We were talking, in sangha, about the things that surface unbidden during meditation.  We explored whether the (hopefully) increasing ability to settle the mud of the mind was giving us glimpses of what lay just below awareness.  Or perhaps, I suggested, the mud simply settled in new configurations, forming a different topography.  That, of course, implies that the pesky self is nothing more than mud – stirring up, obscuring our clarity, and generally making a mess of things.

The picture to the left is from Bandeliers National Monument in New Mexico.  It, along with a photo shoot of the church at Black Mesa, has become one of my favourite places to be.  We discovered the Bandeliers in August 2010 when I had some unexpected free time to wander while my chaplaincy colleagues were frantically learning how to sew their rakusu.  Last summer, the area was ravaged by fire and floods leaving almost 50% of the park closed to the public.

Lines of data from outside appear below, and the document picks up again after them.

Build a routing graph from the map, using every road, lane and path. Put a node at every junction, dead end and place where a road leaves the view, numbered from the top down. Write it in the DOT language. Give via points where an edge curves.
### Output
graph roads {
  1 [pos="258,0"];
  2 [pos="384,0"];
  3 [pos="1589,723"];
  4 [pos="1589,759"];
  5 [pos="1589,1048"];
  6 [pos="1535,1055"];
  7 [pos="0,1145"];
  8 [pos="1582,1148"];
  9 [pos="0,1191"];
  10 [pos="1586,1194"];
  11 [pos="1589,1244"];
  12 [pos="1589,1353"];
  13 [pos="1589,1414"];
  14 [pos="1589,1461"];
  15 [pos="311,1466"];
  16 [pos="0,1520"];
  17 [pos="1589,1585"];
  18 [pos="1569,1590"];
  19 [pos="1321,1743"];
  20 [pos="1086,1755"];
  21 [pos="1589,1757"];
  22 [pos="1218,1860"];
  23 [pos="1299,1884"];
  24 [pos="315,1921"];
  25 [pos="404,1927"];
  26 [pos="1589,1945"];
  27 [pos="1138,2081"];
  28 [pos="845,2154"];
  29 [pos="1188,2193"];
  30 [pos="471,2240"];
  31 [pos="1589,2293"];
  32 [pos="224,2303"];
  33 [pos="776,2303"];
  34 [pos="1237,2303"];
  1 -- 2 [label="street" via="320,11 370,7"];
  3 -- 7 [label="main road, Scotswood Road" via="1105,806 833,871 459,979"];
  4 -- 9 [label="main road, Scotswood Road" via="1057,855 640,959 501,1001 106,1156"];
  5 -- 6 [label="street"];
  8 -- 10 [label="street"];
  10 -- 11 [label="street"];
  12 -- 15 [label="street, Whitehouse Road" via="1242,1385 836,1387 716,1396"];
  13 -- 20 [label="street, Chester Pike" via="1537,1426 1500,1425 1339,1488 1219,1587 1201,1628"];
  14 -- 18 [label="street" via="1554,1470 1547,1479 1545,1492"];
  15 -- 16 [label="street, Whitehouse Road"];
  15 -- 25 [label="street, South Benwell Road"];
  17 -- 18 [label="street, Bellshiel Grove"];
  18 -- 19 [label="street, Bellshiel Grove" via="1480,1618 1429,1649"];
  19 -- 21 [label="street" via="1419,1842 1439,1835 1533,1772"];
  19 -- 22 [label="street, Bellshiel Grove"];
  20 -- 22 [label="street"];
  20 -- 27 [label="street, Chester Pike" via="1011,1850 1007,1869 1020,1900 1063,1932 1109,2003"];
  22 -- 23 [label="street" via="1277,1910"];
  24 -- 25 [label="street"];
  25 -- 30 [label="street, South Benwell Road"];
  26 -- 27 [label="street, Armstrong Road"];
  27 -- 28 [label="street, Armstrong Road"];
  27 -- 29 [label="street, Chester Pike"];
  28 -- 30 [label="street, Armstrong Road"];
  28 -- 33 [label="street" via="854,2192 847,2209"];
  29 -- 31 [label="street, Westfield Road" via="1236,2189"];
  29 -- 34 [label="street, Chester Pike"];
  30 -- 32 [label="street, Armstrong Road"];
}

This is a region composed of volcanic tuff – the mud-like material left from a volcanic eruption.  I visited an exhibition about the way gas pockets formed leaving underground caves that became shelters for pre-historic dwellers.  Mud settles and refuge emerges.

In the Bandeliers, the dwellings were carved out of the volcanic tuff or built using bricks made of the mud and mortared together with a mud mixture.  (The tuff stuff’s tough; it was embedded in the tracks of my hiking boots and didn’t look like it would budge without some serious sandblasting!)  Natural openings dotted the canyon walls too and the texture and formations along the cliffs seemed to transform into familiar figures which leaped out at me.

It’s an interesting process of seeing and creating.  The mud settles differently every time.   And a new awareness emerges.